Archive for system admin

Smoothe As Silk – Well Almost…

// September 30th, 2008 // No Comments » // amazon ec2, chesscube, deployment, Openfire, programming, system admin

Launching a new version of your site is always stressful. Launching a site that spans multiple servers can be a nightmare. With a sound plan and practise, however, it can be less difficult than it is usually.

ChessCube Version 3 was launched on Monday and the release went relatively smoothly considering how huge the changes were to both the interface and the underlying architecture. In the past, we were a little too trigger happy in releasing a new version and failed to plan and test the release properly. For this release we had a target of 2 hours of downtime while we upgraded and uploaded software, changed configuration files and deployed the new website files.The changes to version 3, as I have already mentioned, were extensive. The main areas that were changed were:

  1. Improved interface and user experience. We wanted this version to appear to be more simple yet have more features. Instead of packing in thousands of buttons and labels everywhere, we worked hard to ensure that it all flowed correctly and that there wasn’t information overload. This is a lot more difficult than it sounds and the best way to go about it, is to forget as much as possible of the existing interface and try to come up with new and fresh ideas.
  2. A completely rebuilt and redesigned Paper.
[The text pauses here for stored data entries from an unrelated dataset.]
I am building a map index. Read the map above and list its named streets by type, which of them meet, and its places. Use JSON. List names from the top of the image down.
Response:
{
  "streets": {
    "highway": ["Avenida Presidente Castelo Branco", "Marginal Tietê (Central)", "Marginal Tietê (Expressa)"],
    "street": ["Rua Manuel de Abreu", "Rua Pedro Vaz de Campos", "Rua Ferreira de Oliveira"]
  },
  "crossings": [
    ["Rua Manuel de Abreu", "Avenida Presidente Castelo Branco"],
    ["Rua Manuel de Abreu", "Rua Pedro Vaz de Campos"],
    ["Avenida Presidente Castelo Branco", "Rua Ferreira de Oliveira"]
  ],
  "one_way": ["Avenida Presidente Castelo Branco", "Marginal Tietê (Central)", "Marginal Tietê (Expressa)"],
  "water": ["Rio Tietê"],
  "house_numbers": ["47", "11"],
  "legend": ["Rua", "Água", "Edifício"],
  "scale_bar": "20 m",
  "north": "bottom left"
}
Paper is the name we have given to the component that sits alongside the board while playing or viewing a game and tracks the moves and chat between the players. You could also call it the Notation View or the Game History Panel. Due to the way Paper is implemented we had to reorganize popup windows and make sure that it resized and was positioned correctly.
  3. Multiple game server support. Clients would have to support and manage multiple connections to game servers and also work optimally with those game servers.
  4. Improved moderation & reporting tools. These changes were implemented to improve the moderators’ abilities to monitor users on the site and ensure that everything is running smoothly.

Other factors that made this release tricky were the upgrading of the version of Openfire that we were using and also having to move software onto more powerful servers, not to mention coordinate the rollout of our Amazon EC2 infrastructure.

The success of the release process was partly due to a few factors:

Testing exhaustively

I can’t stress this enough. If you build in 10% of the allotted project duration into your schedule for testing – double it. Get an independent tester – not a programmer or the boss. The boss can cause stress for the programmers when he finds a bug.

Simulating our live environment

We used to stage all our software on a little machine in our office and access the database on that machine using fancy GUI tools. If you live in South Africa and you have an average connection to the Internet, this is a mistake. The turnaround time for problems on a machine hosted internationally can cause a lot of stress. We commissioned a brand new server to go live on for our new software and set up our entire live architecture using this server, a local database and two EC2 game servers with the plan to rollout two more on launch day.

Setting up the staging environment a week before going live

This way all issues and their solutions you encounter while setting up the infrastructure and getting it running are still fresh in your system administrators’ and developers’ minds. There is nothing worse than forgetting how you solved a problem 6 months prior to release under the pressure of your system being down. We also planned to convert our staging environment to the live environment when the release launched. This meant downtime was kept to a minimum as all we had to do was change a few configuration files and point the server away from the staging database to the live database.

Making use of configuration files and logging wherever possible in our code

This is probably a moot point, but if you have a good set of external configuration files you won’t need to keep uploading new builds of your software if you have forgotten to change a server url.

Extensive log statements help to identify problems very quickly should your system stop functioning for whatever reason. Remember: Absence of logs means you are missing a log4j.xml somewhere (I learnt this one the hard way:) )

Holding on tight

You can’t plan for every eventuality and you can’t hold off your release until you feel the software is perfect. Sometimes you need to just release and see what happens. 15 minutes after releasing we realized we had a few bugs which were serious enough to warrant emergency bug fixes and we had a new version of the client software out 10 minutes later. This can be disruptive to your users but its better to disrupt early and fix the problems than handle all the bug reports and user complaints later.

Most of these tips seem obvious but they definitely played a huge roll in negating major disasters. Just remember, the hard work only really starts after you have launched and never deploy on a Friday.

Thanks to my colleagues: Dave, Tracy, James and Gideon for creating, what I think, is the best chess playing site out there and thanks to Bryan and his testing team for helping us find and swat all the bugs. Thanks to Margaret for her amazing GUI designs and thanks to Mark and the investors for giving us the opportunity to work on such a cool project.